Saved data entries
·····

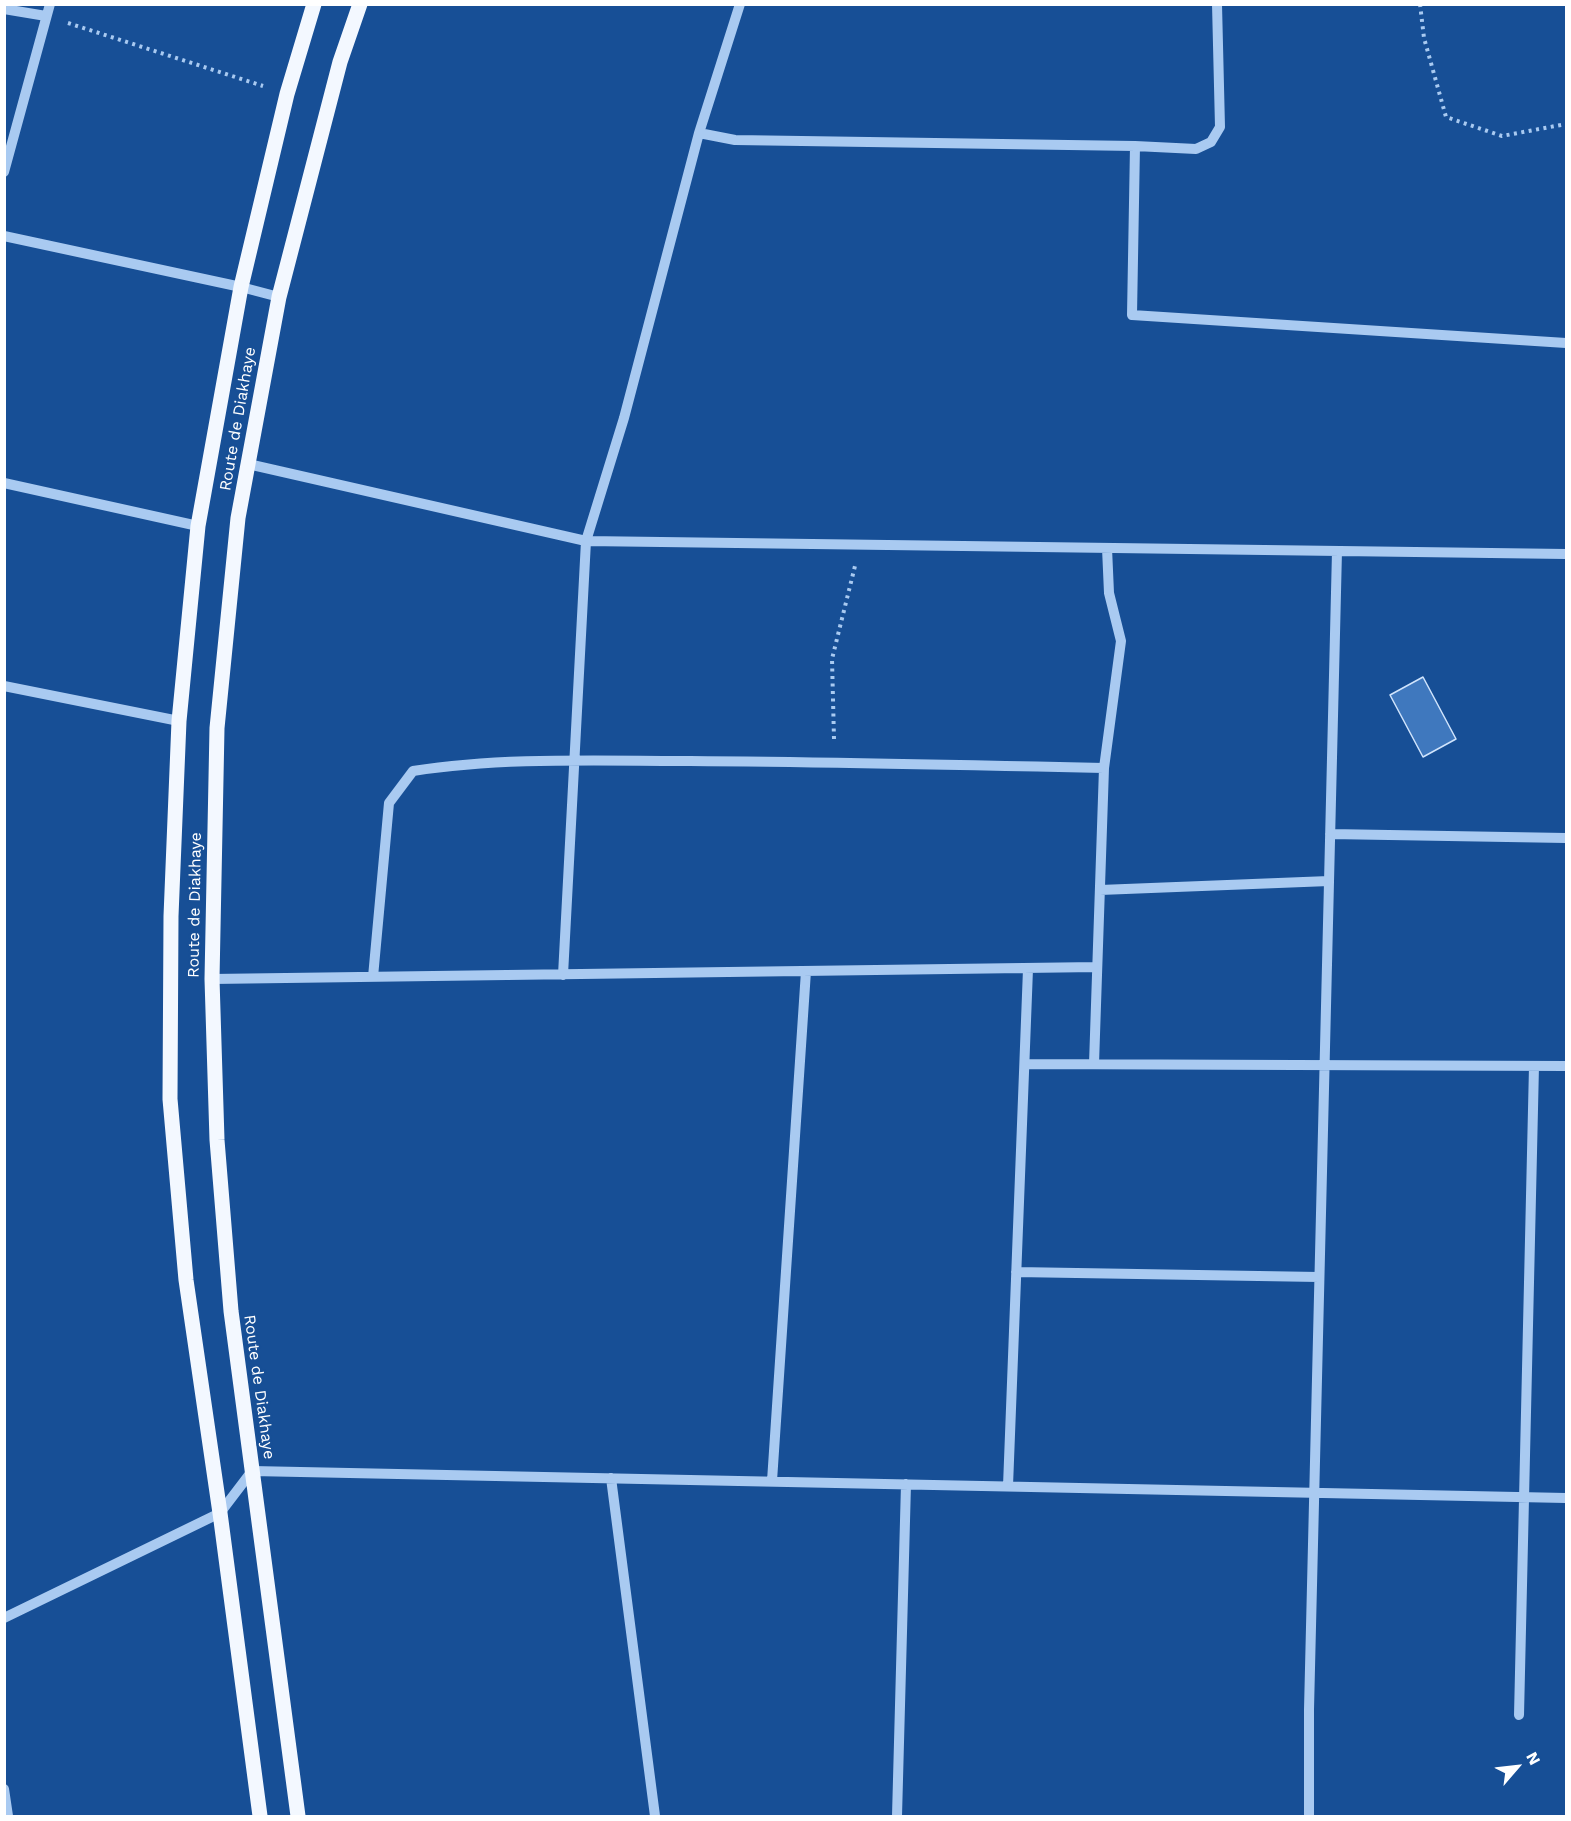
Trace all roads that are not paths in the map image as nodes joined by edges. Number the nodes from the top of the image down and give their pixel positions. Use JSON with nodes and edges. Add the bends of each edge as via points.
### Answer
{"nodes":[{"id":1,"x":50,"y":4,"type":"edge"},
{"id":2,"x":315,"y":4,"type":"edge"},
{"id":3,"x":360,"y":4,"type":"edge"},
{"id":4,"x":740,"y":4,"type":"edge"},
{"id":5,"x":1217,"y":4,"type":"edge"},
{"id":6,"x":4,"y":9,"type":"edge"},
{"id":7,"x":46,"y":16,"type":"junction"},
{"id":8,"x":699,"y":133,"type":"junction"},
{"id":9,"x":1135,"y":146,"type":"junction"},
{"id":10,"x":4,"y":172,"type":"edge"},
{"id":11,"x":4,"y":236,"type":"edge"},
{"id":12,"x":241,"y":287,"type":"junction"},
{"id":13,"x":279,"y":297,"type":"junction"},
{"id":14,"x":1566,"y":343,"type":"edge"},
{"id":15,"x":248,"y":464,"type":"junction"},
{"id":16,"x":4,"y":483,"type":"edge"},
{"id":17,"x":198,"y":526,"type":"junction"},
{"id":18,"x":586,"y":541,"type":"junction"},
{"id":19,"x":1107,"y":548,"type":"junction"},
{"id":20,"x":1337,"y":551,"type":"junction"},
{"id":21,"x":1566,"y":554,"type":"edge"},
{"id":22,"x":4,"y":686,"type":"edge"},
{"id":23,"x":179,"y":721,"type":"junction"},
{"id":24,"x":574,"y":761,"type":"junction"},
{"id":25,"x":1104,"y":768,"type":"junction"},
{"id":26,"x":1330,"y":834,"type":"junction"},
{"id":27,"x":1566,"y":838,"type":"edge"},
{"id":28,"x":1329,"y":881,"type":"junction"},
{"id":29,"x":1100,"y":890,"type":"junction"},
{"id":30,"x":1097,"y":966,"type":"junction"},
{"id":31,"x":1028,"y":969,"type":"junction"},
{"id":32,"x":806,"y":971,"type":"junction"},
{"id":33,"x":563,"y":975,"type":"junction"},
{"id":34,"x":373,"y":977,"type":"junction"},
{"id":35,"x":212,"y":979,"type":"junction"},
{"id":36,"x":1025,"y":1064,"type":"junction"},
{"id":37,"x":1094,"y":1064,"type":"junction"},
{"id":38,"x":1324,"y":1066,"type":"junction"},
{"id":39,"x":1534,"y":1066,"type":"junction"},
{"id":40,"x":1566,"y":1066,"type":"edge"},
{"id":41,"x":1016,"y":1272,"type":"junction"},
{"id":42,"x":1319,"y":1277,"type":"junction"},
{"id":43,"x":252,"y":1471,"type":"junction"},
{"id":44,"x":611,"y":1478,"type":"junction"},
{"id":45,"x":772,"y":1481,"type":"junction"},
{"id":46,"x":906,"y":1484,"type":"junction"},
{"id":47,"x":1008,"y":1486,"type":"junction"},
{"id":48,"x":1314,"y":1492,"type":"junction"},
{"id":49,"x":1524,"y":1497,"type":"junction"},
{"id":50,"x":1566,"y":1498,"type":"edge"},
{"id":51,"x":220,"y":1514,"type":"junction"},
{"id":52,"x":4,"y":1618,"type":"edge"},
{"id":53,"x":1519,"y":1715,"type":"dead end"},
{"id":54,"x":4,"y":1789,"type":"edge"},
{"id":55,"x":9,"y":1816,"type":"edge"},
{"id":56,"x":260,"y":1816,"type":"edge"},
{"id":57,"x":298,"y":1816,"type":"edge"},
{"id":58,"x":655,"y":1816,"type":"edge"},
{"id":59,"x":897,"y":1816,"type":"edge"},
{"id":60,"x":1309,"y":1816,"type":"edge"}],
"edges":[{"from":1,"to":7,"type":"street"},
{"from":2,"to":12,"type":"main road","name":"Route de Diakhaye","via":[[287,94]]},
{"from":3,"to":13,"type":"main road","name":"Route de Diakhaye","via":[[340,63]]},
{"from":4,"to":8,"type":"street"},
{"from":5,"to":9,"type":"street","via":[[1220,127],[1211,142],[1196,149]]},
{"from":6,"to":7,"type":"street"},
{"from":7,"to":10,"type":"street"},
{"from":8,"to":9,"type":"street","via":[[735,140]]},
{"from":8,"to":18,"type":"street","via":[[624,418]]},
{"from":9,"to":14,"type":"street","via":[[1132,315]]},
{"from":11,"to":12,"type":"street"},
{"from":12,"to":13,"type":"street"},
{"from":12,"to":17,"type":"main road","name":"Route de Diakhaye"},
{"from":13,"to":15,"type":"main road","name":"Route de Diakhaye"},
{"from":15,"to":18,"type":"street"},
{"from":15,"to":35,"type":"main road","name":"Route de Diakhaye","via":[[238,518],[217,728]]},
{"from":16,"to":17,"type":"street"},
{"from":17,"to":23,"type":"main road","name":"Route de Diakhaye"},
{"from":18,"to":19,"type":"street"},
{"from":18,"to":24,"type":"street"},
{"from":19,"to":20,"type":"street"},
{"from":19,"to":25,"type":"street","via":[[1109,593],[1121,641]]},
{"from":20,"to":21,"type":"street"},
{"from":20,"to":26,"type":"street"},
{"from":22,"to":23,"type":"street"},
{"from":23,"to":51,"type":"main road","name":"Route de Diakhaye","via":[[171,916],[170,1099],[186,1280]]},
{"from":24,"to":25,"type":"street"},
{"from":24,"to":33,"type":"street"},
{"from":24,"to":34,"type":"street","via":[[450,765],[413,771],[389,803]]},
{"from":25,"to":29,"type":"street"},
{"from":26,"to":27,"type":"street"},
{"from":26,"to":28,"type":"street"},
{"from":28,"to":29,"type":"street"},
{"from":28,"to":38,"type":"street"},
{"from":29,"to":30,"type":"street"},
{"from":30,"to":31,"type":"street"},
{"from":30,"to":37,"type":"street"},
{"from":31,"to":32,"type":"street"},
{"from":31,"to":36,"type":"street"},
{"from":32,"to":33,"type":"street"},
{"from":32,"to":45,"type":"street"},
{"from":33,"to":34,"type":"street"},
{"from":34,"to":35,"type":"street"},
{"from":35,"to":43,"type":"main road","name":"Route de Diakhaye","via":[[217,1140],[231,1311]]},
{"from":36,"to":37,"type":"street"},
{"from":36,"to":41,"type":"street"},
{"from":37,"to":38,"type":"street"},
{"from":38,"to":39,"type":"street"},
{"from":38,"to":42,"type":"street"},
{"from":39,"to":40,"type":"street"},
{"from":39,"to":49,"type":"street"},
{"from":41,"to":42,"type":"street"},
{"from":41,"to":47,"type":"street"},
{"from":42,"to":48,"type":"street"},
{"from":43,"to":44,"type":"street"},
{"from":43,"to":51,"type":"street"},
{"from":43,"to":57,"type":"main road","name":"Route de Diakhaye"},
{"from":44,"to":45,"type":"street"},
{"from":44,"to":58,"type":"street"},
{"from":45,"to":46,"type":"street"},
{"from":46,"to":47,"type":"street"},
{"from":46,"to":59,"type":"street"},
{"from":47,"to":48,"type":"street"},
{"from":48,"to":49,"type":"street"},
{"from":48,"to":60,"type":"street"},
{"from":49,"to":50,"type":"street"},
{"from":49,"to":53,"type":"street"},
{"from":51,"to":52,"type":"street"},
{"from":51,"to":56,"type":"main road","name":"Route de Diakhaye"},
{"from":54,"to":55,"type":"street"}]}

·····

TASK TO CARRY OUT: Out of the records above, pick each line that contains the string "nodes".

OUTPUT FOR THIS EXERCISE:
Trace all roads that are not paths in the map image as nodes joined by edges. Number the nodes from the top of the image down and give their pixel positions. Use JSON with nodes and edges. Add the bends of each edge as via points.
{"nodes":[{"id":1,"x":50,"y":4,"type":"edge"},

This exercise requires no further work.